Providing a Unified Software Environment for Canada’s National Advanced Computing Centers
TimeThursday, August 110:30am - 11am
DescriptionExploiting an advanced computing platform consisting of several clusters distributed across the second-largest country in the world is challenging. Each cluster may run a different operating system, use a different generation of CPU, GPU, or network fabric, or be managed by a different team of system administrators. Presenting a unified software environment can tremendously facilitate the task of supporting researchers, but is challenging to implement. This is nevertheless what Compute Canada set out to do in 2016, in the midst of deploying a new generation of large clusters.
We had to find software solutions to solve the challenges involved to achieve this goal. Distribution, portability and performance were three important technical criteria for us. We also had to consider the practicality of each approach for our users, and reproducibility of software installations performed by staff located at various sites across Canada.

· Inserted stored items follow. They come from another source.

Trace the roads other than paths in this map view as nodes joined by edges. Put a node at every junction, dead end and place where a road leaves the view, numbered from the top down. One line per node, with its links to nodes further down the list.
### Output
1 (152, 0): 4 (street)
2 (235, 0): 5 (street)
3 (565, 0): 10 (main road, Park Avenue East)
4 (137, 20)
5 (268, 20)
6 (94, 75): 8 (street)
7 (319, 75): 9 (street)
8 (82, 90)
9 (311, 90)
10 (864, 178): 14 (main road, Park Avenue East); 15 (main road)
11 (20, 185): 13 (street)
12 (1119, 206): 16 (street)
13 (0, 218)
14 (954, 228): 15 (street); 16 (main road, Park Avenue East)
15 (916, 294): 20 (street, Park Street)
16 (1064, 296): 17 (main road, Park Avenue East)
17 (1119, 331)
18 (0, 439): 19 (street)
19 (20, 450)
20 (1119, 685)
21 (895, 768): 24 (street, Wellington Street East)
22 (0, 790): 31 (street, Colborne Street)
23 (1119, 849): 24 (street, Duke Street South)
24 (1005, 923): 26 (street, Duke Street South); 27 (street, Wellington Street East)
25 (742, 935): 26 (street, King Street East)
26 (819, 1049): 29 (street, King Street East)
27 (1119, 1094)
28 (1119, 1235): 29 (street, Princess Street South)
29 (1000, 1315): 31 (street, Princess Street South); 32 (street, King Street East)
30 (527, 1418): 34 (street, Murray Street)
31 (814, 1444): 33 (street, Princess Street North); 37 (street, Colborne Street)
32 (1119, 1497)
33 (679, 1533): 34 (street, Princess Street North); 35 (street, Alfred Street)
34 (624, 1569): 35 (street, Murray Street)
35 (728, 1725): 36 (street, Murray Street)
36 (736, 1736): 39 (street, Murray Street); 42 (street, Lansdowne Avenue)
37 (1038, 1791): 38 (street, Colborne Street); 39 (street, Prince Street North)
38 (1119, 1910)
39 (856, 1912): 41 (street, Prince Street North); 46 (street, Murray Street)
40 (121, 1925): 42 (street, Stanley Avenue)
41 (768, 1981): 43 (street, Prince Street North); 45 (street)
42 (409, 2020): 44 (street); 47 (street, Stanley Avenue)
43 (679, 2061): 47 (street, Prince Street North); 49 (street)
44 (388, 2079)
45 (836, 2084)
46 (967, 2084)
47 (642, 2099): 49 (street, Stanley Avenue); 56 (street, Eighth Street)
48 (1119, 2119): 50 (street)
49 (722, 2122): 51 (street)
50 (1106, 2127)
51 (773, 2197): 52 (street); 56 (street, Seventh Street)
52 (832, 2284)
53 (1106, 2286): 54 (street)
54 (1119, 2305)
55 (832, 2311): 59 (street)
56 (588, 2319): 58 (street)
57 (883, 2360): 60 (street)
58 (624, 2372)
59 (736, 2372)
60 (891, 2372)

In this paper, we present the solution that we created, which has allowed Compute Canada to serve the needs of over 10,000 researchers across the country. This solution is used on over 20 different clusters with heterogeneous configurations, on processor architectures ranging from AMD's 2010 Magny-Cours to Intel's 2017 Skylake SP, with or without GPUs, with InfiniBand, Ethernet or OmniPath as the network fabric, and with Slurm or Torque/Moab as the scheduler. This stack provides a unified software environment to users, providing over 600 different scientific applications that are available in over 4,000 different combinations of version, compiler and CPU architecture.